Description of the task –
Output all the data below verbatim.

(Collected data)

+ + + +

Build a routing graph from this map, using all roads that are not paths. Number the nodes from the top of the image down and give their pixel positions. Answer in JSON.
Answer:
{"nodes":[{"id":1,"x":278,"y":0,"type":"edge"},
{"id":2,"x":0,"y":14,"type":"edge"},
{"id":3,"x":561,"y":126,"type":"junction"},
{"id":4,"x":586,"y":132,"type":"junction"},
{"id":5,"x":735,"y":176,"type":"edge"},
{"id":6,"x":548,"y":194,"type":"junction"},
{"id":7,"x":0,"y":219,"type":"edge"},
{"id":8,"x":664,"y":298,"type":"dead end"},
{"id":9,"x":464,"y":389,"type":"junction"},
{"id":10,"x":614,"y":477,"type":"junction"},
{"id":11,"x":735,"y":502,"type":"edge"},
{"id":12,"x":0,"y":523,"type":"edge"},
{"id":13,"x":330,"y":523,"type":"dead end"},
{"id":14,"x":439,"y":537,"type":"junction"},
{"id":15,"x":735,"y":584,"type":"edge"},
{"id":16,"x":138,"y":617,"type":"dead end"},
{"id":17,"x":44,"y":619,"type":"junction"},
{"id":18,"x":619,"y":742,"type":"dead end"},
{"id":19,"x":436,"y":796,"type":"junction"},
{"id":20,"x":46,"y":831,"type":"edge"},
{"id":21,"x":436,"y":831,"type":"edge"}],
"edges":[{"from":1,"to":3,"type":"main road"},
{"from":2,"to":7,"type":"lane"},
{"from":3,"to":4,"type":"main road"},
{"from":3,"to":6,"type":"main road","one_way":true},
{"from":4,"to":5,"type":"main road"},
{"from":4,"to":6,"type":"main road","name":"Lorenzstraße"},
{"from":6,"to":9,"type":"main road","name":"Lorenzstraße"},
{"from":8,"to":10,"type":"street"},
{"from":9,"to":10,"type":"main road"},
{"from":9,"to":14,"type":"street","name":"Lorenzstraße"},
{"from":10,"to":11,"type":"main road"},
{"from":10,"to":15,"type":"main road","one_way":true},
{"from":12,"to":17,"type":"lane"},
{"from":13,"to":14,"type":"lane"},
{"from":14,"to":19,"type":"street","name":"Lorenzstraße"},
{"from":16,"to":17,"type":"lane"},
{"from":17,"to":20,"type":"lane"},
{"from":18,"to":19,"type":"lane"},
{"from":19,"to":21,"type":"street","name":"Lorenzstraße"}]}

+ + + +

Answer space –
Build a routing graph from this map, using all roads that are not paths. Number the nodes from the top of the image down and give their pixel positions. Answer in JSON.
Answer:
{"nodes":[{"id":1,"x":278,"y":0,"type":"edge"},
{"id":2,"x":0,"y":14,"type":"edge"},
{"id":3,"x":561,"y":126,"type":"junction"},
{"id":4,"x":586,"y":132,"type":"junction"},
{"id":5,"x":735,"y":176,"type":"edge"},
{"id":6,"x":548,"y":194,"type":"junction"},
{"id":7,"x":0,"y":219,"type":"edge"},
{"id":8,"x":664,"y":298,"type":"dead end"},
{"id":9,"x":464,"y":389,"type":"junction"},
{"id":10,"x":614,"y":477,"type":"junction"},
{"id":11,"x":735,"y":502,"type":"edge"},
{"id":12,"x":0,"y":523,"type":"edge"},
{"id":13,"x":330,"y":523,"type":"dead end"},
{"id":14,"x":439,"y":537,"type":"junction"},
{"id":15,"x":735,"y":584,"type":"edge"},
{"id":16,"x":138,"y":617,"type":"dead end"},
{"id":17,"x":44,"y":619,"type":"junction"},
{"id":18,"x":619,"y":742,"type":"dead end"},
{"id":19,"x":436,"y":796,"type":"junction"},
{"id":20,"x":46,"y":831,"type":"edge"},
{"id":21,"x":436,"y":831,"type":"edge"}],
"edges":[{"from":1,"to":3,"type":"main road"},
{"from":2,"to":7,"type":"lane"},
{"from":3,"to":4,"type":"main road"},
{"from":3,"to":6,"type":"main road","one_way":true},
{"from":4,"to":5,"type":"main road"},
{"from":4,"to":6,"type":"main road","name":"Lorenzstraße"},
{"from":6,"to":9,"type":"main road","name":"Lorenzstraße"},
{"from":8,"to":10,"type":"street"},
{"from":9,"to":10,"type":"main road"},
{"from":9,"to":14,"type":"street","name":"Lorenzstraße"},
{"from":10,"to":11,"type":"main road"},
{"from":10,"to":15,"type":"main road","one_way":true},
{"from":12,"to":17,"type":"lane"},
{"from":13,"to":14,"type":"lane"},
{"from":14,"to":19,"type":"street","name":"Lorenzstraße"},
{"from":16,"to":17,"type":"lane"},
{"from":17,"to":20,"type":"lane"},
{"from":18,"to":19,"type":"lane"},
{"from":19,"to":21,"type":"street","name":"Lorenzstraße"}]}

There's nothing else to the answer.